When asked why cocaine and how he got it, he simply answered; “I was around people I trusted.” His friends supplied him.
In high school you can always catch a few kids smoking marijuana in the parking lot or even before school on residential streets. For people who aren’t part of the party scene in Santa Clarita, they know that drugs and pills were easy to get.
Julios’ older siblings knew what was happening but didn’t care if he experimented and they expected it from him; with him only being 19, they weren’t too concerned because they did it at his age as well.
Often, drugs are used to bribe addicts for sexual favors by family members or friends. A local department store employee, Marlene Rodriguez, claims that her own cousin demoralized Rodriguez with a couple of bags of crystal meth to have a three-some with her and her boyfriend.
Crystal meth, also known as “white girl”, is a powerful synthetic stimulant, which is highly addictive. It can be snorted, smoked, or injected with a needle.
“She would hit me up all the time and I would do it because I wanted the high so badly, I didn’t care how I had to get it,” Marlene explained.
As a community I think we should put a stop this horrific disease that’s taking over this valley and save our youth.
Cary Quashen has been doing just that by dedicating the past 30 years of his life reaching troubled teens and dysfunctional families with the objective to pass his personal recovery experiences with drug and alcohol.
Quashen founded Action Family in 1989, Southern California. Action, a non-profit organization that helps troubled teens and dysfunctional families who suffer with addiction.
Quashen was tired of what was going on with his own life and decided that it was time for a change. He kicked his own drug habit and devoted his time and energy into those who hadn’t realized this thought just yet.
“I didn’t want to be too late for those who needed it now.”
His advice on trying drugs and being around people is that “it’s a one-way ticket to a bad ending and it not only affects your mental health but spiritual, as well.”
“It is ultimately up to you to get out, but parents/siblings have to get involved”, he said.

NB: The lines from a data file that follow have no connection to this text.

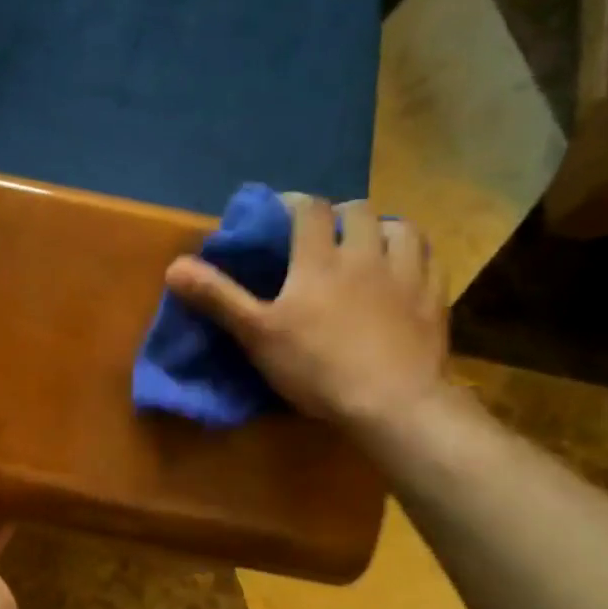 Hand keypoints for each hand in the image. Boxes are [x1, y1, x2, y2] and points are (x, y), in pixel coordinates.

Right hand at [165, 198, 448, 438]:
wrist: (392, 403)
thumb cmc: (317, 367)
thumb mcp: (257, 334)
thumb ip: (218, 297)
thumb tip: (174, 266)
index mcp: (319, 259)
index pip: (309, 209)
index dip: (294, 205)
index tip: (281, 214)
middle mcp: (365, 254)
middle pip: (358, 211)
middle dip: (339, 215)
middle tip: (326, 236)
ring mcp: (406, 274)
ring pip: (400, 228)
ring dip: (382, 229)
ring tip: (370, 247)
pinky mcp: (433, 298)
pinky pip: (429, 260)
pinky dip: (415, 255)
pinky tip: (406, 269)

Like Julios’ siblings just watching and not doing anything. Although he’s not hooked, yet, family members shouldn’t just stand there and watch a loved one just try something incredibly stupid.
According to Quashen, all stats show that if you intervene earlier, the greater the chance that you can save someone from the addiction.
Action Family offers a number of different treatments for families and troubled teens; two meetings a week at Canyon High School on Tuesdays and Thursdays from 7 p.m. – 9 p.m. and they are free for anyone. They also hold the same meetings at Hart High School at the same time.
Along with the meetings Action Family offer short-term stays and 30 day stays and one of their facilities. Counselors will be there and are all have knowledge from their own firsthand experiences with drugs/alcohol.
Quashen said that Action Family and William S. Hart School District are opening up a sober high school in 2014. The sober high school will allow its students to get the help and sobriety they need while also getting a good education.
Counseling will be available where teens can get an education, guidance, and get healthy.